◆ Try it
Copy each line below word for word and drop every image.

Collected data
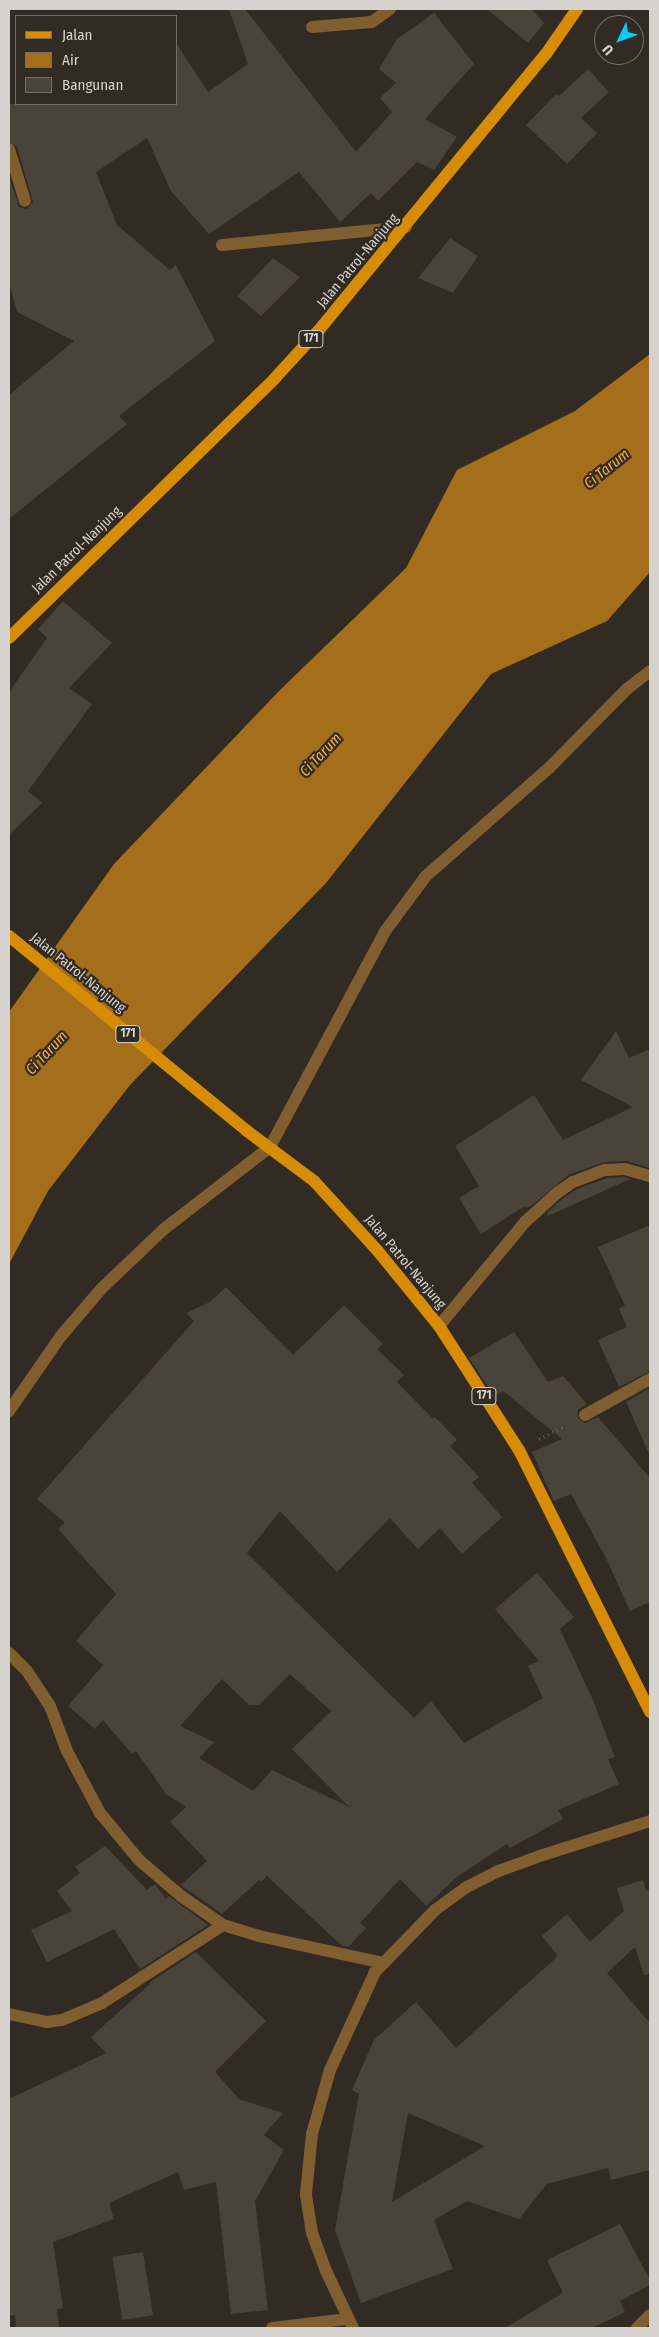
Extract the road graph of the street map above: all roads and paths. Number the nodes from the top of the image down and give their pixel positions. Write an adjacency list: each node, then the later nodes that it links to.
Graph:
1 (390, 9): 3 (street)
2 (577, 9): 6 (main road, Jalan Patrol-Nanjung / 171)
3 (312, 28)
4 (9, 149): 5 (street)
5 (25, 201)
6 (406, 227): 7 (street); 8 (main road, Jalan Patrol-Nanjung / 171)
7 (222, 245)
8 (9, 638)
9 (650, 671): 11 (street)
10 (9, 936): 11 (main road, Jalan Patrol-Nanjung / 171)
11 (270, 1147): 13 (main road, Jalan Patrol-Nanjung / 171); 15 (street)
12 (650, 1176): 13 (street)
13 (440, 1326): 17 (main road, Jalan Patrol-Nanjung / 171)
14 (650, 1379): 16 (street)
15 (9, 1411)
16 (586, 1415): 17 (path)
17 (519, 1450): 19 (main road, Jalan Patrol-Nanjung / 171)
18 (9, 1653): 21 (street)
19 (650, 1712)
20 (650, 1821): 22 (street)
21 (223, 1925): 22 (street); 23 (street)
22 (384, 1963): 25 (street)
23 (9, 2014)
24 (650, 2315): 27 (street)
25 (350, 2324): 26 (street)
26 (272, 2328)
27 (637, 2328)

◆ Finished exercise
Extract the road graph of the street map above: all roads and paths. Number the nodes from the top of the image down and give their pixel positions. Write an adjacency list: each node, then the later nodes that it links to.
Graph:
1 (390, 9): 3 (street)
2 (577, 9): 6 (main road, Jalan Patrol-Nanjung / 171)
3 (312, 28)
4 (9, 149): 5 (street)
5 (25, 201)
6 (406, 227): 7 (street); 8 (main road, Jalan Patrol-Nanjung / 171)
7 (222, 245)
8 (9, 638)
9 (650, 671): 11 (street)
10 (9, 936): 11 (main road, Jalan Patrol-Nanjung / 171)
11 (270, 1147): 13 (main road, Jalan Patrol-Nanjung / 171); 15 (street)
12 (650, 1176): 13 (street)
13 (440, 1326): 17 (main road, Jalan Patrol-Nanjung / 171)
14 (650, 1379): 16 (street)
15 (9, 1411)
16 (586, 1415): 17 (path)
17 (519, 1450): 19 (main road, Jalan Patrol-Nanjung / 171)
18 (9, 1653): 21 (street)
19 (650, 1712)
20 (650, 1821): 22 (street)
21 (223, 1925): 22 (street); 23 (street)
22 (384, 1963): 25 (street)
23 (9, 2014)
24 (650, 2315): 27 (street)
25 (350, 2324): 26 (street)
26 (272, 2328)
27 (637, 2328)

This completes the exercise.